Starting at the top of the entries below, set down every line exactly, please, until you reach the line with "Digitize the connectivity of all", which is included too.

Data extracted from a collection:
----------------

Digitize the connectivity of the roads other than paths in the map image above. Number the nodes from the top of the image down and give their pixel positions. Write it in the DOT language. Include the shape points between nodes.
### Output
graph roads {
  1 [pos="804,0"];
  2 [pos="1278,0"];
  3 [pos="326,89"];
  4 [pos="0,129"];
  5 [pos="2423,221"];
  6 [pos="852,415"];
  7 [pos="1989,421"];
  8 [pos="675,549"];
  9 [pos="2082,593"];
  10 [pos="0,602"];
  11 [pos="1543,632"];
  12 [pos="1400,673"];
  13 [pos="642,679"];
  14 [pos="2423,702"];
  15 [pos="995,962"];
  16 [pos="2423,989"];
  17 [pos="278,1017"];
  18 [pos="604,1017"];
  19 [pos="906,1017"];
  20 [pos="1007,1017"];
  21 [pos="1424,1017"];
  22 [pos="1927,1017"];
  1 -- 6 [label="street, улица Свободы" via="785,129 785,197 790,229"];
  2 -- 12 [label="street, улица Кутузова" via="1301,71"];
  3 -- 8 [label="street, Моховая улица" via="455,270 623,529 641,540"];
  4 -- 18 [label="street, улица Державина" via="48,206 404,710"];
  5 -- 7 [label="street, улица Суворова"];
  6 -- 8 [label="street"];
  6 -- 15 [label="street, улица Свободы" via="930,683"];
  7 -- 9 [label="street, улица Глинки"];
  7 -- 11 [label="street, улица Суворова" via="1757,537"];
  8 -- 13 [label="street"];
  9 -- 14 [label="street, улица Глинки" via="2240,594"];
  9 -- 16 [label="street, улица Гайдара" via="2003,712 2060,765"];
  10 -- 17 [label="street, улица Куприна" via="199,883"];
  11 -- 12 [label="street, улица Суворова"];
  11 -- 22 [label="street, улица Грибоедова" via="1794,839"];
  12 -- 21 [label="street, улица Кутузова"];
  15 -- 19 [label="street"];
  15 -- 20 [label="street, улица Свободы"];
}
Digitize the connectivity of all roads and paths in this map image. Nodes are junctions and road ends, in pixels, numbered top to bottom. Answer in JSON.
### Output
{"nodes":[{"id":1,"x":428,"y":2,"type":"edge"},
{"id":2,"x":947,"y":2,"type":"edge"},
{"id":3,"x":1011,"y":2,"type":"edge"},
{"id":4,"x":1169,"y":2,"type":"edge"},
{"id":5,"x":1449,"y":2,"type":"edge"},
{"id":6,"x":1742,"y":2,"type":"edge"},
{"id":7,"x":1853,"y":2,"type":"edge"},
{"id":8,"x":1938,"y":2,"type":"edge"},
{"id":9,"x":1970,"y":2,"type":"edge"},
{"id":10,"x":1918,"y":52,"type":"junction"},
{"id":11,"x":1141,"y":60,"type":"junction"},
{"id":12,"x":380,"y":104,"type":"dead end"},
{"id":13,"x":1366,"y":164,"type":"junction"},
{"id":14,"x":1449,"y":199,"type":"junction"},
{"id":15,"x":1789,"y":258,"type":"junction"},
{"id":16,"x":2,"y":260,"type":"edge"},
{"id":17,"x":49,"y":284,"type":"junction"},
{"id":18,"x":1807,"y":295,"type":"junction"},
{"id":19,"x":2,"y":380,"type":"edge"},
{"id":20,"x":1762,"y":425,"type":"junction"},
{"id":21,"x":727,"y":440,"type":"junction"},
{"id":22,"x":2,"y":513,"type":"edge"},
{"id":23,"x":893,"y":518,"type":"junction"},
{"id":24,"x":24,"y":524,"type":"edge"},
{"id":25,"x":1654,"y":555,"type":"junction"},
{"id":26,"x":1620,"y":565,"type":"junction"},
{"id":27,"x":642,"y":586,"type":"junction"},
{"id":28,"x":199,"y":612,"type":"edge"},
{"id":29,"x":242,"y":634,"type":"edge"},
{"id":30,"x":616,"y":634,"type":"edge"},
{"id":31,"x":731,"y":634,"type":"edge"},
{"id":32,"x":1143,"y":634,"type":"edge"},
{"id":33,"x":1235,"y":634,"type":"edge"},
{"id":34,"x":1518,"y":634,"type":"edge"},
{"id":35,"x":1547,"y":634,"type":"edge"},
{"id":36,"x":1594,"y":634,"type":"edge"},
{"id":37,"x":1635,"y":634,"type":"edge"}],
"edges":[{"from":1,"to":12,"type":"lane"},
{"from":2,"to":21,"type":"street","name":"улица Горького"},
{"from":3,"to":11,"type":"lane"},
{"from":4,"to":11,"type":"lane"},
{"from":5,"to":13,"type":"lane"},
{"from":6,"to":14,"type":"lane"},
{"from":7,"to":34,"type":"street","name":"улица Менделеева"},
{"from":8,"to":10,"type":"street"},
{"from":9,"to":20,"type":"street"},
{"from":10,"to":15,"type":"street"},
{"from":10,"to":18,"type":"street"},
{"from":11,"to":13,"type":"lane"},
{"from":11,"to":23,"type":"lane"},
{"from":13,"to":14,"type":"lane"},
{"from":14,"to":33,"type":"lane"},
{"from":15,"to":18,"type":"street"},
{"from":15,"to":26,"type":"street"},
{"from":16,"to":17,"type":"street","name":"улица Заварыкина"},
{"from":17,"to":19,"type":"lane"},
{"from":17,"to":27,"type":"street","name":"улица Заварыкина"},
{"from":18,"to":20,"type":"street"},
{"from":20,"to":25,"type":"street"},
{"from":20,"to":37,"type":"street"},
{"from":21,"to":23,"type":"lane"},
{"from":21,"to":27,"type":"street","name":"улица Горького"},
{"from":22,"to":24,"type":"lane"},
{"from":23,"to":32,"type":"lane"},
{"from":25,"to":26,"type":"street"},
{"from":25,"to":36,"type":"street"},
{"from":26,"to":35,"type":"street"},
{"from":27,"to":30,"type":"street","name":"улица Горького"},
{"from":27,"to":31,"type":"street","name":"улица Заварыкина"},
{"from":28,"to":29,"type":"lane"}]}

----------------

- EXERCISE SOLUTION
Digitize the connectivity of the roads other than paths in the map image above. Number the nodes from the top of the image down and give their pixel positions. Write it in the DOT language. Include the shape points between nodes.
### Output
graph roads {
  1 [pos="804,0"];
  2 [pos="1278,0"];
  3 [pos="326,89"];
  4 [pos="0,129"];
  5 [pos="2423,221"];
  6 [pos="852,415"];
  7 [pos="1989,421"];
  8 [pos="675,549"];
  9 [pos="2082,593"];
  10 [pos="0,602"];
  11 [pos="1543,632"];
  12 [pos="1400,673"];
  13 [pos="642,679"];
  14 [pos="2423,702"];
  15 [pos="995,962"];
  16 [pos="2423,989"];
  17 [pos="278,1017"];
  18 [pos="604,1017"];
  19 [pos="906,1017"];
  20 [pos="1007,1017"];
  21 [pos="1424,1017"];
  22 [pos="1927,1017"];
  1 -- 6 [label="street, улица Свободы" via="785,129 785,197 790,229"];
  2 -- 12 [label="street, улица Кутузова" via="1301,71"];
  3 -- 8 [label="street, Моховая улица" via="455,270 623,529 641,540"];
  4 -- 18 [label="street, улица Державина" via="48,206 404,710"];
  5 -- 7 [label="street, улица Суворова"];
  6 -- 8 [label="street"];
  6 -- 15 [label="street, улица Свободы" via="930,683"];
  7 -- 9 [label="street, улица Глинки"];
  7 -- 11 [label="street, улица Суворова" via="1757,537"];
  8 -- 13 [label="street"];
  9 -- 14 [label="street, улица Глинки" via="2240,594"];
  9 -- 16 [label="street, улица Гайдара" via="2003,712 2060,765"];
  10 -- 17 [label="street, улица Куприна" via="199,883"];
  11 -- 12 [label="street, улица Суворова"];
  11 -- 22 [label="street, улица Грибоедова" via="1794,839"];
  12 -- 21 [label="street, улица Кутузова"];
  15 -- 19 [label="street"];
  15 -- 20 [label="street, улица Свободы"];
}
Digitize the connectivity of all roads and paths in this map image. Nodes are junctions and road ends, in pixels, numbered top to bottom. Answer in JSON.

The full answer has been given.